▶ **WORK ORDER**
A picture-free, exact copy of all the records below is the goal.

▶ **TASK INPUTS**
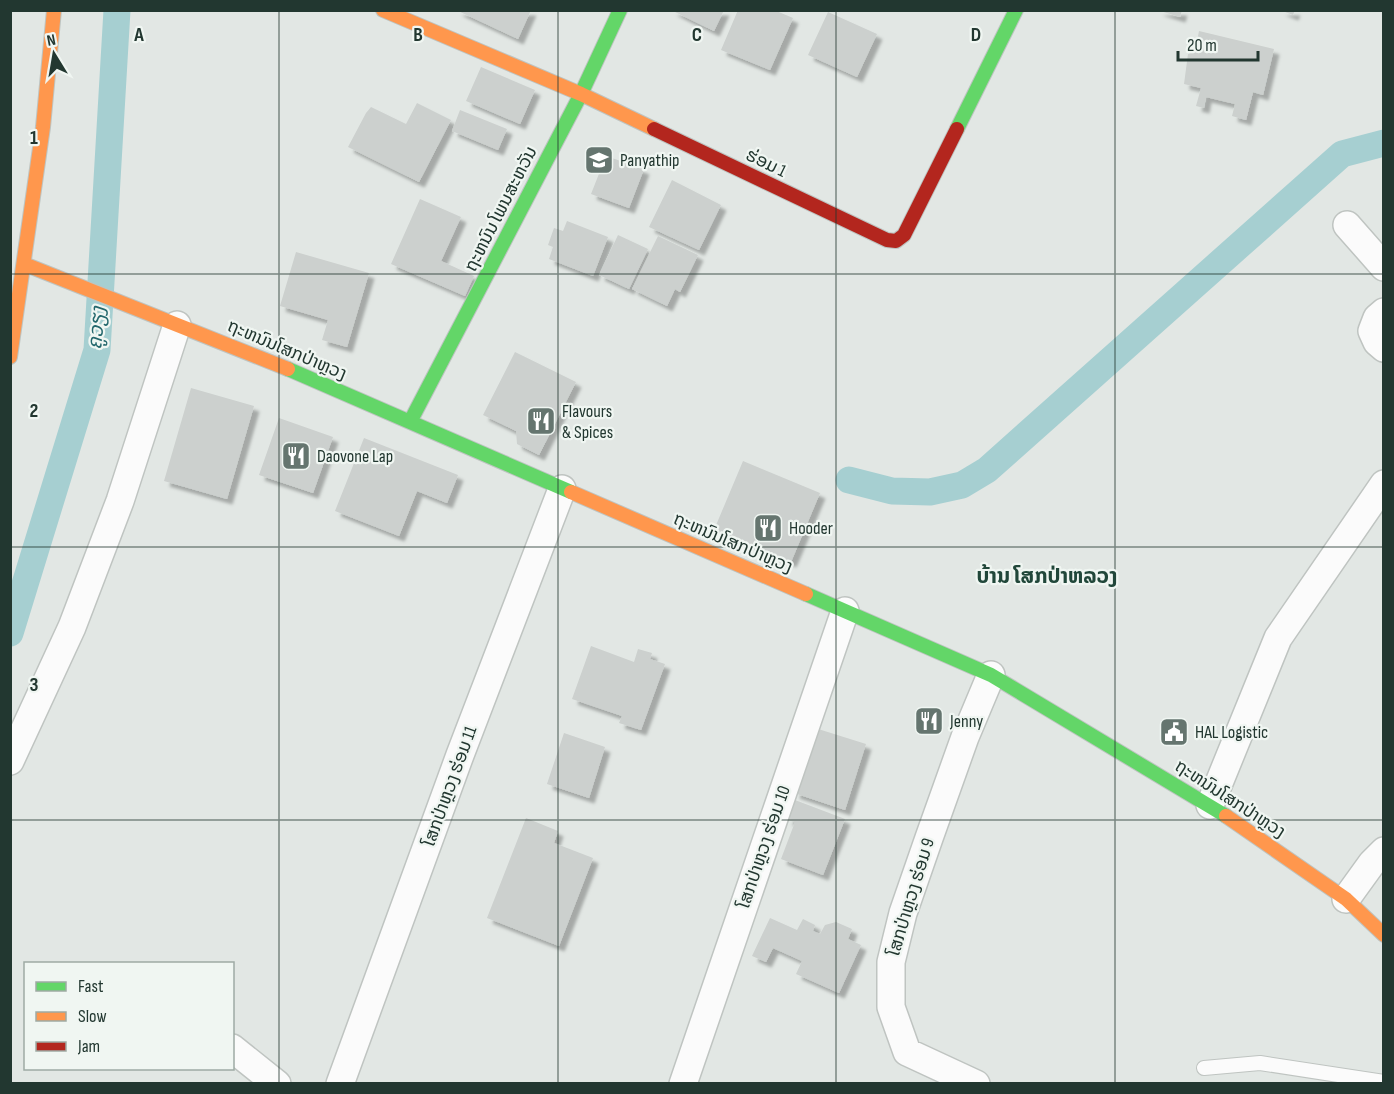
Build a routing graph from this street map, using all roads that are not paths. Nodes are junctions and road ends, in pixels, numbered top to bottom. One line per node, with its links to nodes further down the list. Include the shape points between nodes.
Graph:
1 (54, 10): 7 (street)
2 (383, 10): 5 (street, ຮ່ອມ 1)
3 (620, 10): 5 (street, ຖະຫນົນ ໂພນສະຫວັນ)
4 (1016, 10): 5 (street, ຮ່ອມ 1, via 904,235 896,241)
5 (580, 94): 13 (street, ຖະຫນົນ ໂພນສະຫວັນ)
6 (1347, 225): 8 (street)
7 (24, 264): 10 (street, ຖະຫນົນໂສກປ່າຫຼວງ); 12 (street)
8 (1383, 267)
9 (1383, 312): 11 (street, via 1372,331)
10 (177, 325): 13 (street, ຖະຫນົນໂສກປ່າຫຼວງ); 18 (street, via 120,501 76,616)
11 (1383, 348)
12 (10, 357)
13 (410, 422): 15 (street, ຖະຫນົນໂສກປ່າຫຼວງ)
14 (1383, 484): 19 (street, via 1278,638)
15 (562, 489): 16 (street, ຖະຫນົນໂສກປ່າຫຼວງ); 27 (street, ໂສກປ່າຫຼວງ ຮ່ອມ 11)
16 (845, 611): 17 (street, ຖະຫນົນໂສກປ່າຫຼວງ); 28 (street, ໂສກປ່າຫຼວງ ຮ່ອມ 10)
17 (991, 675): 19 (street, ຖະຫນົນໂສກປ່າຫຼວງ); 29 (street, ໂສກປ່າຫຼວງ ຮ່ອມ 9, via 903,913 891,962 891,1007 907,1052)
18 (10, 761)
19 (1209, 805): 21 (street, ຖະຫນົນໂສກປ່າຫຼວງ)
20 (1383, 851): 21 (street)
21 (1346, 898): 22 (street, ຖະຫນົນໂສກປ່າຫຼວງ)
22 (1382, 930)
23 (234, 1050): 26 (street)
24 (1204, 1068): 25 (lane, via 1269,1064)
25 (1383, 1082)
26 (278, 1083)
27 (340, 1083)
28 (683, 1083)
29 (976, 1083)

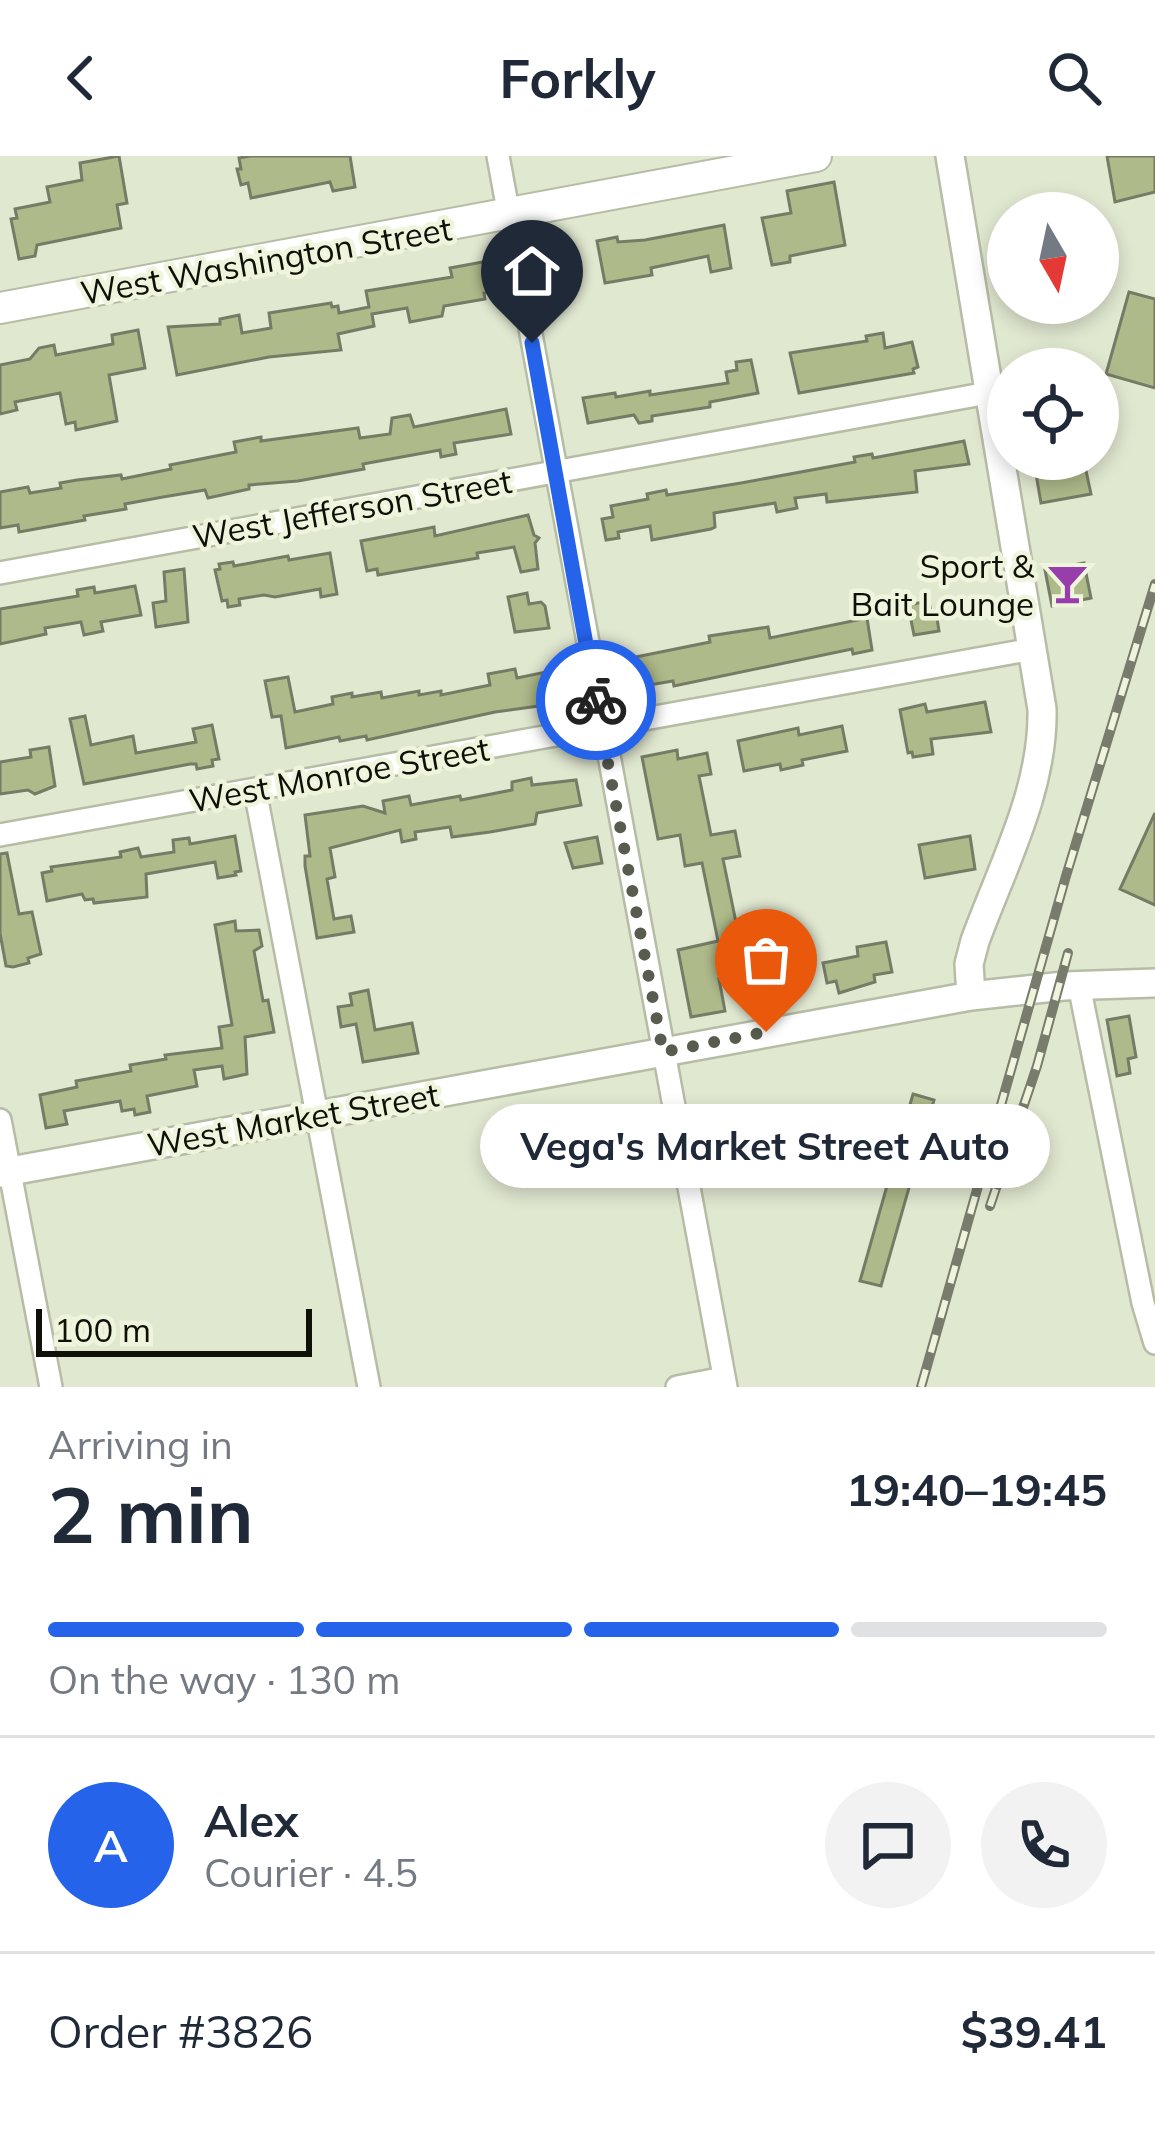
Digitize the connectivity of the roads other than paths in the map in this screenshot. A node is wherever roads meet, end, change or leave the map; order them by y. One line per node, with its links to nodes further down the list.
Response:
1 (498, 156): 4 (street)
2 (816, 156): 4 (main road, West Washington Street)
3 (950, 156): 6 (street)
4 (508, 215): 5 (main road, West Washington Street); 8 (street)
5 (0, 308)
6 (987, 387)
7 (987, 393): 8 (street, West Jefferson Street)
8 (555, 471): 10 (street, West Jefferson Street); 12 (street)
9 (1003, 480): 11 (street)
10 (0, 573)
11 (1033, 649): 12 (street, West Monroe Street); 17 (street)
12 (601, 725): 13 (street, West Monroe Street); 18 (street)
13 (255, 790): 14 (street, West Monroe Street); 19 (street)
14 (0, 835)
15 (1155, 983): 16 (street, West Market Street)
16 (1079, 985): 17 (street, West Market Street); 22 (street)
17 (971, 996): 18 (street, West Market Street)
18 (663, 1052): 19 (street, West Market Street); 23 (street)
19 (318, 1114): 21 (street, West Market Street); 25 (street)
20 (0, 1120): 21 (street)
21 (5, 1172): 24 (street)
22 (1153, 1331)
23 (725, 1382): 26 (street)
24 (51, 1387)
25 (369, 1387)
26 (677, 1387)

▶ **EXERCISE RESULT**
Build a routing graph from this street map, using all roads that are not paths. Nodes are junctions and road ends, in pixels, numbered top to bottom. One line per node, with its links to nodes further down the list. Include the shape points between nodes.
Graph:
1 (54, 10): 7 (street)
2 (383, 10): 5 (street, ຮ່ອມ 1)
3 (620, 10): 5 (street, ຖະຫນົນ ໂພນສະຫວັນ)
4 (1016, 10): 5 (street, ຮ່ອມ 1, via 904,235 896,241)
5 (580, 94): 13 (street, ຖະຫນົນ ໂພນສະຫວັນ)
6 (1347, 225): 8 (street)
7 (24, 264): 10 (street, ຖະຫນົນໂສກປ່າຫຼວງ); 12 (street)
8 (1383, 267)
9 (1383, 312): 11 (street, via 1372,331)
10 (177, 325): 13 (street, ຖະຫນົນໂສກປ່າຫຼວງ); 18 (street, via 120,501 76,616)
11 (1383, 348)
12 (10, 357)
13 (410, 422): 15 (street, ຖະຫນົນໂສກປ່າຫຼວງ)
14 (1383, 484): 19 (street, via 1278,638)
15 (562, 489): 16 (street, ຖະຫນົນໂສກປ່າຫຼວງ); 27 (street, ໂສກປ່າຫຼວງ ຮ່ອມ 11)
16 (845, 611): 17 (street, ຖະຫນົນໂສກປ່າຫຼວງ); 28 (street, ໂສກປ່າຫຼວງ ຮ່ອມ 10)
17 (991, 675): 19 (street, ຖະຫນົນໂສກປ່າຫຼວງ); 29 (street, ໂສກປ່າຫຼວງ ຮ່ອມ 9, via 903,913 891,962 891,1007 907,1052)
18 (10, 761)
19 (1209, 805): 21 (street, ຖະຫນົນໂສກປ່າຫຼວງ)
20 (1383, 851): 21 (street)
21 (1346, 898): 22 (street, ຖະຫນົນໂສກປ່າຫຼວງ)
22 (1382, 930)
23 (234, 1050): 26 (street)
24 (1204, 1068): 25 (lane, via 1269,1064)
25 (1383, 1082)
26 (278, 1083)
27 (340, 1083)
28 (683, 1083)
29 (976, 1083)

Digitize the connectivity of the roads other than paths in the map in this screenshot. A node is wherever roads meet, end, change or leave the map; order them by y. One line per node, with its links to nodes further down the list.
Response:
1 (498, 156): 4 (street)
2 (816, 156): 4 (main road, West Washington Street)
3 (950, 156): 6 (street)
4 (508, 215): 5 (main road, West Washington Street); 8 (street)
5 (0, 308)
6 (987, 387)
7 (987, 393): 8 (street, West Jefferson Street)
8 (555, 471): 10 (street, West Jefferson Street); 12 (street)
9 (1003, 480): 11 (street)
10 (0, 573)
11 (1033, 649): 12 (street, West Monroe Street); 17 (street)
12 (601, 725): 13 (street, West Monroe Street); 18 (street)
13 (255, 790): 14 (street, West Monroe Street); 19 (street)
14 (0, 835)
15 (1155, 983): 16 (street, West Market Street)
16 (1079, 985): 17 (street, West Market Street); 22 (street)
17 (971, 996): 18 (street, West Market Street)
18 (663, 1052): 19 (street, West Market Street); 23 (street)
19 (318, 1114): 21 (street, West Market Street); 25 (street)
20 (0, 1120): 21 (street)
21 (5, 1172): 24 (street)
22 (1153, 1331)
23 (725, 1382): 26 (street)
24 (51, 1387)
25 (369, 1387)
26 (677, 1387)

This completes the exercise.